All the lines below need retyping exactly, apart from the images.

--- Supplied entries ---
╭──
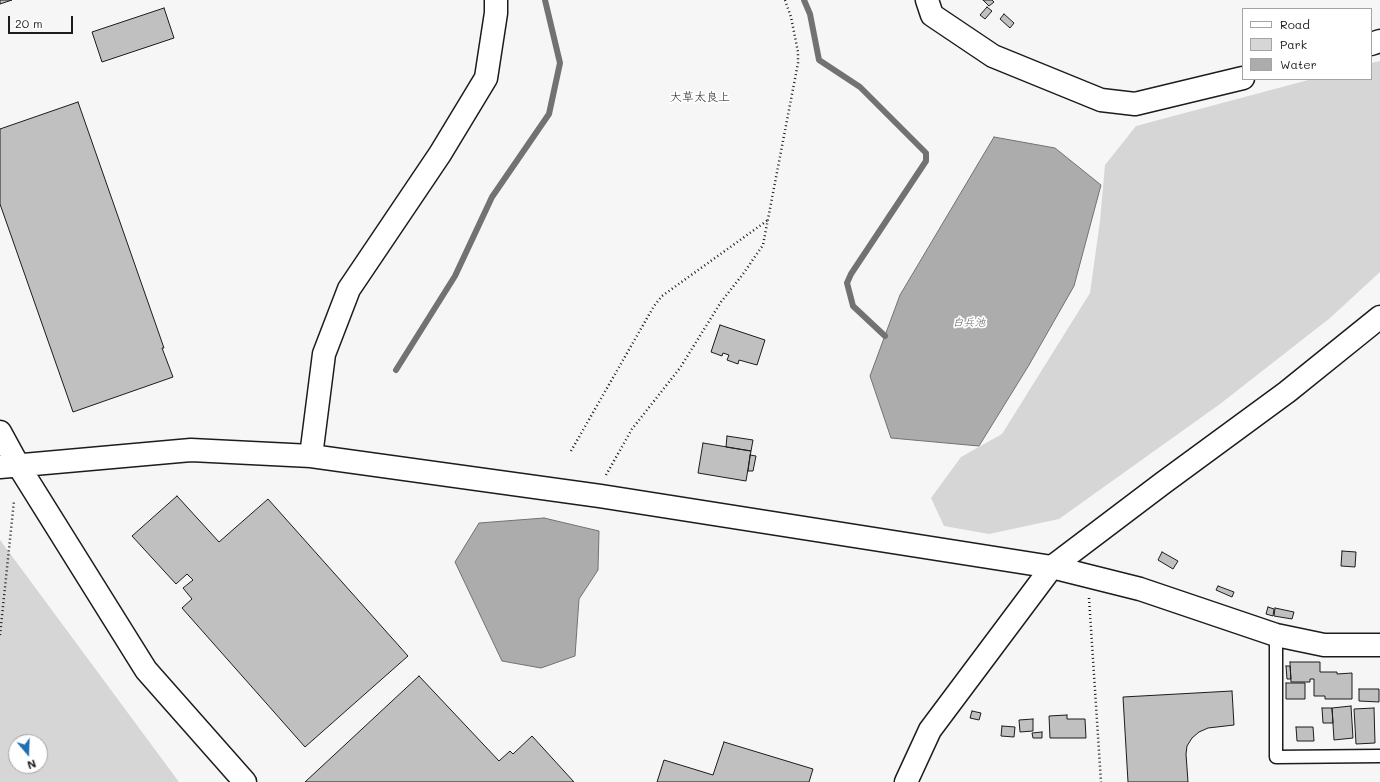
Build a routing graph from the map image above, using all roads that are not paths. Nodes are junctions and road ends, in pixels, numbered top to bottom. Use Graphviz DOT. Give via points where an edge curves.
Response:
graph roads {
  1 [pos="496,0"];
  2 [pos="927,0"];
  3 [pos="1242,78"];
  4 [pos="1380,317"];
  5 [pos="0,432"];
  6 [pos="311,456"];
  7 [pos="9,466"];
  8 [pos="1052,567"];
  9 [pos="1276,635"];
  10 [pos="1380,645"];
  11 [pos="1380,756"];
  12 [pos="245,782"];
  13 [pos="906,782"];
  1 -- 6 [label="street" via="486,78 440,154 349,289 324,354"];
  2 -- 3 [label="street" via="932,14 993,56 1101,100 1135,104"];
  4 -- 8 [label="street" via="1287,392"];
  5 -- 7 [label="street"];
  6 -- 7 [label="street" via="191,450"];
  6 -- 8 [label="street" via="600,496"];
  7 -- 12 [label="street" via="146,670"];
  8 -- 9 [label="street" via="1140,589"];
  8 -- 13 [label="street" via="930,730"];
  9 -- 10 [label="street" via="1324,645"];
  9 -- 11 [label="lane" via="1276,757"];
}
╰──
--- Finished task ---
Build a routing graph from the map image above, using all roads that are not paths. Nodes are junctions and road ends, in pixels, numbered top to bottom. Use Graphviz DOT. Give via points where an edge curves.
Response:
graph roads {
  1 [pos="496,0"];
  2 [pos="927,0"];
  3 [pos="1242,78"];
  4 [pos="1380,317"];
  5 [pos="0,432"];
  6 [pos="311,456"];
  7 [pos="9,466"];
  8 [pos="1052,567"];
  9 [pos="1276,635"];
  10 [pos="1380,645"];
  11 [pos="1380,756"];
  12 [pos="245,782"];
  13 [pos="906,782"];
  1 -- 6 [label="street" via="486,78 440,154 349,289 324,354"];
  2 -- 3 [label="street" via="932,14 993,56 1101,100 1135,104"];
  4 -- 8 [label="street" via="1287,392"];
  5 -- 7 [label="street"];
  6 -- 7 [label="street" via="191,450"];
  6 -- 8 [label="street" via="600,496"];
  7 -- 12 [label="street" via="146,670"];
  8 -- 9 [label="street" via="1140,589"];
  8 -- 13 [label="street" via="930,730"];
  9 -- 10 [label="street" via="1324,645"];
  9 -- 11 [label="lane" via="1276,757"];
}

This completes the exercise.